Stored items:
● ● ●
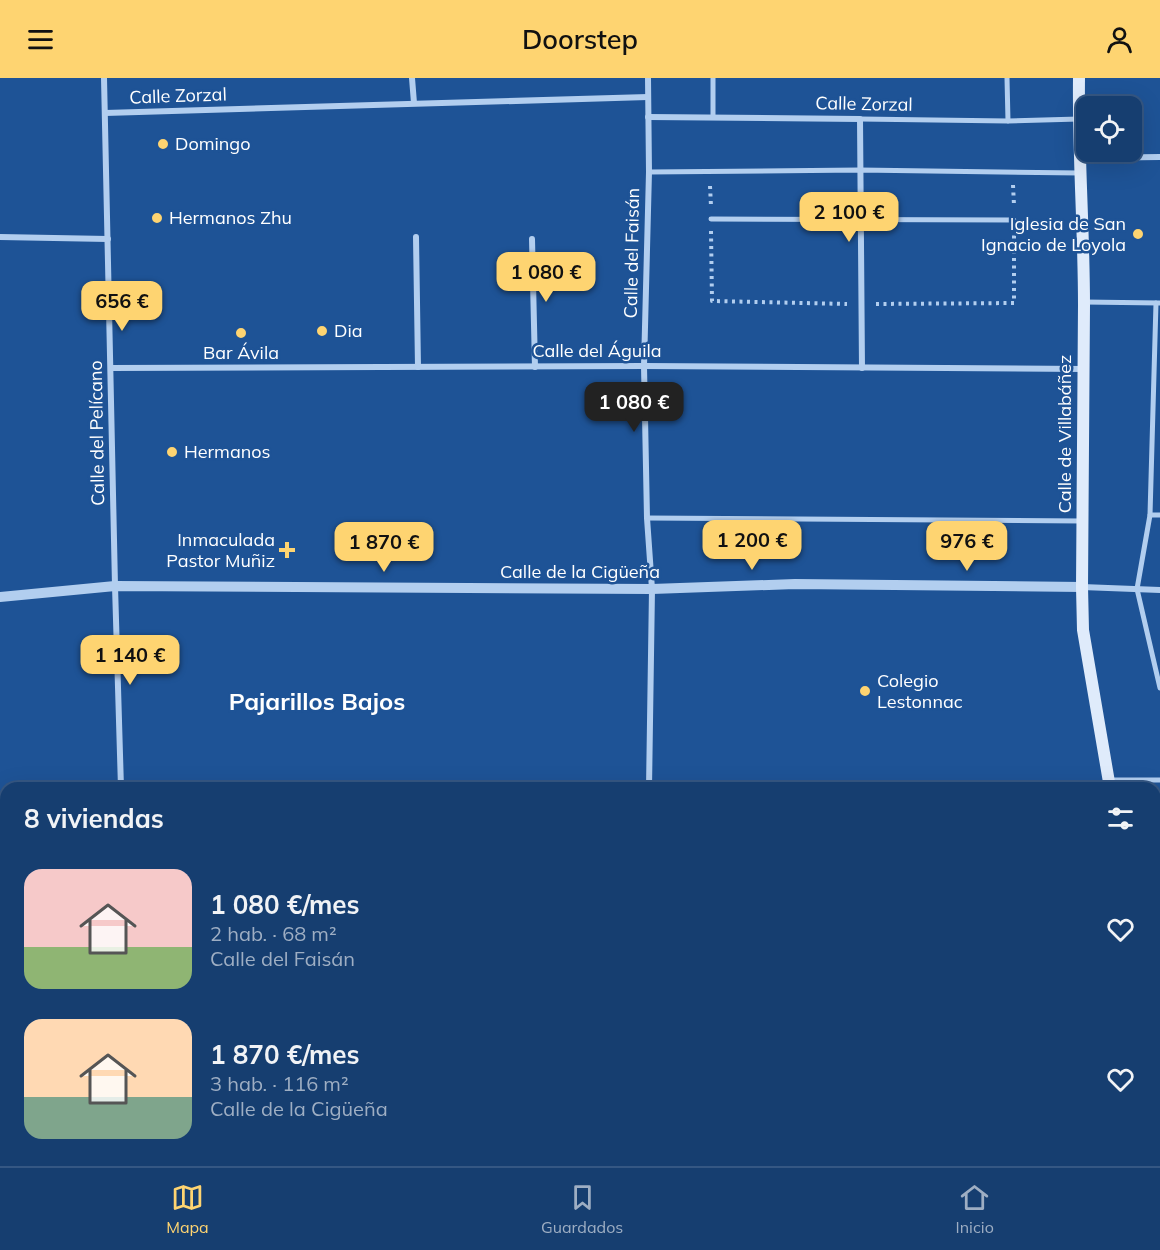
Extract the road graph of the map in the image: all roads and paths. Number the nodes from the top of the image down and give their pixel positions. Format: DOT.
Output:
graph roads {
  1 [pos="104,78"];
  2 [pos="412,78"];
  3 [pos="648,78"];
  4 [pos="713,78"];
  5 [pos="1007,78"];
  6 [pos="1079,78"];
  7 [pos="1079,96"];
  8 [pos="648,97"];
  9 [pos="414,103"];
  10 [pos="105,113"];
  11 [pos="648,117"];
  12 [pos="713,117"];
  13 [pos="860,119"];
  14 [pos="1076,119"];
  15 [pos="1008,121"];
  16 [pos="1142,157"];
  17 [pos="1160,157"];
  18 [pos="1081,162"];
  19 [pos="860,171"];
  20 [pos="649,172"];
  21 [pos="710,172"];
  22 [pos="1013,172"];
  23 [pos="1081,173"];
  24 [pos="711,219"];
  25 [pos="861,219"];
  26 [pos="1014,220"];
  27 [pos="0,237"];
  28 [pos="416,237"];
  29 [pos="108,239"];
  30 [pos="532,239"];
  31 [pos="1084,302"];
  32 [pos="1158,303"];
  33 [pos="861,304"];
  34 [pos="644,366"];
  35 [pos="418,367"];
  36 [pos="535,367"];
  37 [pos="111,368"];
  38 [pos="862,368"];
  39 [pos="1083,369"];
  40 [pos="1157,388"];
  41 [pos="1152,439"];
  42 [pos="1160,439"];
  43 [pos="1150,515"];
  44 [pos="1160,515"];
  45 [pos="648,518"];
  46 [pos="1083,521"];
  47 [pos="115,586"];
  48 [pos="1082,587"];
  49 [pos="652,589"];
  50 [pos="1137,589"];
  51 [pos="1160,590"];
  52 [pos="0,597"];
  53 [pos="1160,688"];
  54 [pos="1160,780"];
  55 [pos="121,782"];
  56 [pos="649,782"];
  57 [pos="1109,782"];
  58 [pos="1134,782"];
  1 -- 10 [label="street, Calle del Pelícano"];
  2 -- 9 [label="street"];
  3 -- 8 [label="street, Calle del Faisán"];
  4 -- 12 [label="street"];
  5 -- 15 [label="street"];
  6 -- 7 [label="main road, Calle de Villabáñez"];
  8 -- 9 [label="street, Calle Zorzal"];
  8 -- 11 [label="street, Calle del Faisán"];
  9 -- 10 [label="street, Calle Zorzal"];
  10 -- 29 [label="street, Calle del Pelícano"];
  11 -- 12 [label="street, Calle Zorzal"];
  11 -- 20 [label="street, Calle del Faisán"];
  12 -- 13 [label="street, Calle Zorzal"];
  13 -- 15 [label="street, Calle Zorzal"];
  13 -- 19 [label="street"];
  14 -- 15 [label="street, Calle Zorzal"];
  16 -- 17 [label="street"];
  18 -- 23 [label="main road, Calle de Villabáñez"];
  19 -- 21 [label="street"];
  19 -- 22 [label="street"];
  19 -- 25 [label="street"];
  20 -- 21 [label="street"];
  20 -- 34 [label="street, Calle del Faisán"];
  21 -- 24 [label="path"];
  22 -- 23 [label="street"];
  22 -- 26 [label="path"];
  23 -- 31 [label="main road, Calle de Villabáñez"];
  24 -- 25 [label="street"];
  24 -- 33 [label="path"];
  25 -- 26 [label="street"];
  25 -- 33 [label="street"];
  26 -- 33 [label="path"];
  27 -- 29 [label="street"];
  28 -- 35 [label="street"];
  29 -- 37 [label="street, Calle del Pelícano"];
  30 -- 36 [label="street"];
  31 -- 32 [label="street"];
  31 -- 39 [label="main road, Calle de Villabáñez"];
  32 -- 40 [label="street"];
  33 -- 38 [label="street"];
  34 -- 36 [label="street, Calle del Águila"];
  34 -- 38 [label="street, Calle del Águila"];
  34 -- 45 [label="street, Calle del Faisán"];
  35 -- 36 [label="street, Calle del Águila"];
  35 -- 37 [label="street, Calle del Águila"];
  37 -- 47 [label="street, Calle del Pelícano"];
  38 -- 39 [label="street, Calle del Águila"];
  39 -- 46 [label="main road, Calle de Villabáñez"];
  40 -- 41 [label="street"];
  41 -- 42 [label="street"];
  41 -- 43 [label="street"];
  43 -- 44 [label="street"];
  43 -- 50 [label="street"];
  45 -- 46 [label="street"];
  45 -- 49 [label="street, Calle del Faisán"];
  46 -- 48 [label="main road, Calle de Villabáñez"];
  47 -- 49 [label="street, Calle de la Cigüeña"];
  47 -- 52 [label="street, Calle de la Cigüeña"];
  47 -- 55 [label="street, Calle del Pelícano"];
  48 -- 49 [label="street, Calle de la Cigüeña"];
  48 -- 50 [label="street, Calle de la Cigüeña"];
  48 -- 57 [label="main road, Calle de Villabáñez"];
  49 -- 56 [label="street, Calle del Faisán"];
  50 -- 51 [label="street, Calle de la Cigüeña"];
  50 -- 53 [label="street"];
  54 -- 58 [label="street"];
}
● ● ●
WHAT THE TASK ASKS: Please count how many lines in the preceding records hold the word "Zorzal", then give only that number.

TASK SOLUTION: 6